Many decimal values are not exactly representable in binary floating-point, so direct equality often fails:

C#
Console.WriteLine(0.1 + 0.2 == 0.3); // False

decimal solves this specific issue because it stores a base-10 scaled integer, not a base-2 fraction. Values such as 0.1m, 0.2m, and 0.3m are exactly representable, so this comparison is true:

C#
Console.WriteLine(0.1m + 0.2m == 0.3m); // True

decimal precision is about 28 to 29 significant decimal digits. Internally, it uses a 96-bit integer plus a scaling factor (0 to 28 decimal places) and a sign.

Important limits:

  • decimal is not arbitrary precision. It still has finite range and can overflow.
  • Operations that produce more than 28 to 29 significant digits are rounded.
  • decimal is about exact decimal representation, not IEEE floating-point behavior. It has no NaN or Infinity values.
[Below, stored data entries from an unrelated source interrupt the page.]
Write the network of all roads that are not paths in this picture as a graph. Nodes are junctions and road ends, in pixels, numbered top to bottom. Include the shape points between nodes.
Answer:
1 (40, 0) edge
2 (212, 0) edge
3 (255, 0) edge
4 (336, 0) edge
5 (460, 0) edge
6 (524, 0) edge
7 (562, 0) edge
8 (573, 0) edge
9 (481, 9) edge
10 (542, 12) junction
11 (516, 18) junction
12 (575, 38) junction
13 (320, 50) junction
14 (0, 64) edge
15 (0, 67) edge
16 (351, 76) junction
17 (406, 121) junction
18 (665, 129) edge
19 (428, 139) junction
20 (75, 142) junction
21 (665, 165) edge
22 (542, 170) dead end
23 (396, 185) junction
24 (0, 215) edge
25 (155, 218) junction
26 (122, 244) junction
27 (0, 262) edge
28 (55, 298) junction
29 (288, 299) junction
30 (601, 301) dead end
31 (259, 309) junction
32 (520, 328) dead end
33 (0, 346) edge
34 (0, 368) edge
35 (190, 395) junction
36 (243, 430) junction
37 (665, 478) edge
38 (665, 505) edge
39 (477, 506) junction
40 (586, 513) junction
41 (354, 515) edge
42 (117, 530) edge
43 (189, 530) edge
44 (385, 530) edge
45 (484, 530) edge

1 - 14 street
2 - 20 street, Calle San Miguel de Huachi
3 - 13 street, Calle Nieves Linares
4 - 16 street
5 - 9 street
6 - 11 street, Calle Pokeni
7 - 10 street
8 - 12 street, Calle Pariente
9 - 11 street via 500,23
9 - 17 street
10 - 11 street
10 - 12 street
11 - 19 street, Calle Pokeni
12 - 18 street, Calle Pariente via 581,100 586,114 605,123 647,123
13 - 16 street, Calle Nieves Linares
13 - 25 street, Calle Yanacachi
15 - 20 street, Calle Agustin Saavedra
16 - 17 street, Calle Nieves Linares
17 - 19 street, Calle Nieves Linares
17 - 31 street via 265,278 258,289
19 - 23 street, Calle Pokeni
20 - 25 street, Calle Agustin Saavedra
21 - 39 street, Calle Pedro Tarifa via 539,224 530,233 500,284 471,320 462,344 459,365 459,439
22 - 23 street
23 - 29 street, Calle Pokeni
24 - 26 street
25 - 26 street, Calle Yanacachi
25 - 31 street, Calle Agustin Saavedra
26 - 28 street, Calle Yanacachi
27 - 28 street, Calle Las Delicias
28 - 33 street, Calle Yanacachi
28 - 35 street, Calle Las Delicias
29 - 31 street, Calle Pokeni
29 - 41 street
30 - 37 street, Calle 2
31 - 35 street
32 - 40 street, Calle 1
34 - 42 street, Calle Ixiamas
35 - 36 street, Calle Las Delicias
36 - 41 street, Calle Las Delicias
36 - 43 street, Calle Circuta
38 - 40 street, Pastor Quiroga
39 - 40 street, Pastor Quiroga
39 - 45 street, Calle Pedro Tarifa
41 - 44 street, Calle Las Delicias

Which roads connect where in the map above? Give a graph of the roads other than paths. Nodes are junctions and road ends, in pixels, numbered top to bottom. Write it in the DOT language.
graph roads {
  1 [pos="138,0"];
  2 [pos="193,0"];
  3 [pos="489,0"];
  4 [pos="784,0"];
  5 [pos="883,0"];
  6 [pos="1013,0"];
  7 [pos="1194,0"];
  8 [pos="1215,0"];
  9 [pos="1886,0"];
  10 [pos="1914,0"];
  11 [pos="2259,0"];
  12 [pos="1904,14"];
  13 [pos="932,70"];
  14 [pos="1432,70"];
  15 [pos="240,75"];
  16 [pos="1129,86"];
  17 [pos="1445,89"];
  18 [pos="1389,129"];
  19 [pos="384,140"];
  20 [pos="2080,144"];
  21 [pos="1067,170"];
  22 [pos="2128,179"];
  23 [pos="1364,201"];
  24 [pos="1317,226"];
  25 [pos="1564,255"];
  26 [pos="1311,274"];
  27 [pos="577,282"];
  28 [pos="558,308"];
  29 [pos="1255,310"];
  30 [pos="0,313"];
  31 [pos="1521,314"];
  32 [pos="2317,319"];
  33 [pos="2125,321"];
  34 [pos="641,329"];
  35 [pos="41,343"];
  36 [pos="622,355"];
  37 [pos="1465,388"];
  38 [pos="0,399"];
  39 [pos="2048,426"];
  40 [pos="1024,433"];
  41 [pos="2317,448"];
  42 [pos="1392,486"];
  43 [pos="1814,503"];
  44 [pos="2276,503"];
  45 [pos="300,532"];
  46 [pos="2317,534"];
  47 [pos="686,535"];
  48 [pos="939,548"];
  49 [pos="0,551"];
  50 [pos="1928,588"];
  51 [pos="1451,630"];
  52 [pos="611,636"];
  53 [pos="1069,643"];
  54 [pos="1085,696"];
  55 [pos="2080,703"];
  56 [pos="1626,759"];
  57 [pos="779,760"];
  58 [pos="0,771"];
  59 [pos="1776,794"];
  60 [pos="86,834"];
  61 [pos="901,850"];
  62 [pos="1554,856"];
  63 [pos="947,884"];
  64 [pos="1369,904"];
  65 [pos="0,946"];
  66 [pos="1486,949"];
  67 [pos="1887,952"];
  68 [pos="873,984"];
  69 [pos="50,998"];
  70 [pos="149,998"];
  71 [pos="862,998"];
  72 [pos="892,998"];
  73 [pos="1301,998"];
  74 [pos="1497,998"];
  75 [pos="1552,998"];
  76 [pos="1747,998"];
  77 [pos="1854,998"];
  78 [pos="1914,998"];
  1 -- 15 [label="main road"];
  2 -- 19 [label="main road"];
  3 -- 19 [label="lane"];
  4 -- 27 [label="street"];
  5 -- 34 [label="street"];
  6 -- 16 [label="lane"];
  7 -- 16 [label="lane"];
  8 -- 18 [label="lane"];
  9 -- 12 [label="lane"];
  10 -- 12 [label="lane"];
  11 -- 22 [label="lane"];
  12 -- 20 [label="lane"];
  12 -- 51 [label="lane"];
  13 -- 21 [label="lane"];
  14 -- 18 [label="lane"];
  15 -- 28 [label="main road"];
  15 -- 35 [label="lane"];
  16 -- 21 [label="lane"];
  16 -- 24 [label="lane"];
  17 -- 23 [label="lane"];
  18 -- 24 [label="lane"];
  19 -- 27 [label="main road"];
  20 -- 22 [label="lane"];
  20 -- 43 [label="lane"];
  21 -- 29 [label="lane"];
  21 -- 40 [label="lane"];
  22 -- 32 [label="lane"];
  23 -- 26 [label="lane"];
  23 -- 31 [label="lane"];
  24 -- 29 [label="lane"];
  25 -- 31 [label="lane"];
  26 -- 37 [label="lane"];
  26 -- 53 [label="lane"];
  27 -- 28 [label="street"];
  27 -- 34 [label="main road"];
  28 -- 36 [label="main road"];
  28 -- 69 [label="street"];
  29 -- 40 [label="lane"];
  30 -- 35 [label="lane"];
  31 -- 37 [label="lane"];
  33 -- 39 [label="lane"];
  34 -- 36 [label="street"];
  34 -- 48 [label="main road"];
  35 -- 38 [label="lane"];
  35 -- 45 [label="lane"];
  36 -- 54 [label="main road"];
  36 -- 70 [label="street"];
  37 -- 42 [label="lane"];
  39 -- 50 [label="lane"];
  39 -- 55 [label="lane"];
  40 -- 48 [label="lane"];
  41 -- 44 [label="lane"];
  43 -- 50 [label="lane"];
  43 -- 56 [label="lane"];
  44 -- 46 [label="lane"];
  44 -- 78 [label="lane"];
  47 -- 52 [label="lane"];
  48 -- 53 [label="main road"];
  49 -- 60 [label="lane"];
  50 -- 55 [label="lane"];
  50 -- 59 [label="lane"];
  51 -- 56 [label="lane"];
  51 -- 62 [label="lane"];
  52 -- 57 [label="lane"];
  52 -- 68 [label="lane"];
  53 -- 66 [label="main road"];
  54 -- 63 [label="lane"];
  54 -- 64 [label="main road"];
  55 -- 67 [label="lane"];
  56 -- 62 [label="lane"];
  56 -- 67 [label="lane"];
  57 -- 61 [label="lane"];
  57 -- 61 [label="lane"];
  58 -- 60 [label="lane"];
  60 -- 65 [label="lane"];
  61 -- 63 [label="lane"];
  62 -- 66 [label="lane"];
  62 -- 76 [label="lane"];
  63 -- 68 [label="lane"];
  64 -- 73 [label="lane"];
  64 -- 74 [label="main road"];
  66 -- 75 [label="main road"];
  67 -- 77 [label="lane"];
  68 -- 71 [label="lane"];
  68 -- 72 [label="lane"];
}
For numeric algorithms, compare with tolerance (absolute + relative), not with Double.Epsilon:

C#
static bool NearlyEqual(double a, double b, double relTol = 1e-12, double absTol = 1e-15)
{
    if (a == b)
        return true; // handles infinities and signed zero equality

    if (double.IsNaN(a) || double.IsNaN(b))
        return false;

    if (double.IsInfinity(a) || double.IsInfinity(b))
        return false;

    double diff = Math.Abs(a - b);
    double scale = Math.Max(Math.Abs(a), Math.Abs(b));
    return diff <= Math.Max(absTol, relTol * scale);
}

#Practical guidance

Use this mental model:

  • Use == when you explicitly want IEEE comparison semantics.
  • Use Equals when you need .NET equality semantics (especially in collections).
  • Use Half.IsNaN, double.IsNaN, or float.IsNaN to test for NaN.
  • Use tolerance-based comparison for computed floating-point results.
  • Use decimal when you need exact base-10 fractions (for example, money), and when 28 to 29 significant digits are enough.

#Conclusion

Both == and Equals are correct.

They answer different questions:

  • ==: "Are these values equal under IEEE floating-point comparison rules?"
  • Equals: "Should these two .NET values be considered equal for object equality contracts?"

Once you separate those two intents, the edge cases around NaN, signed zero, and infinities become predictable.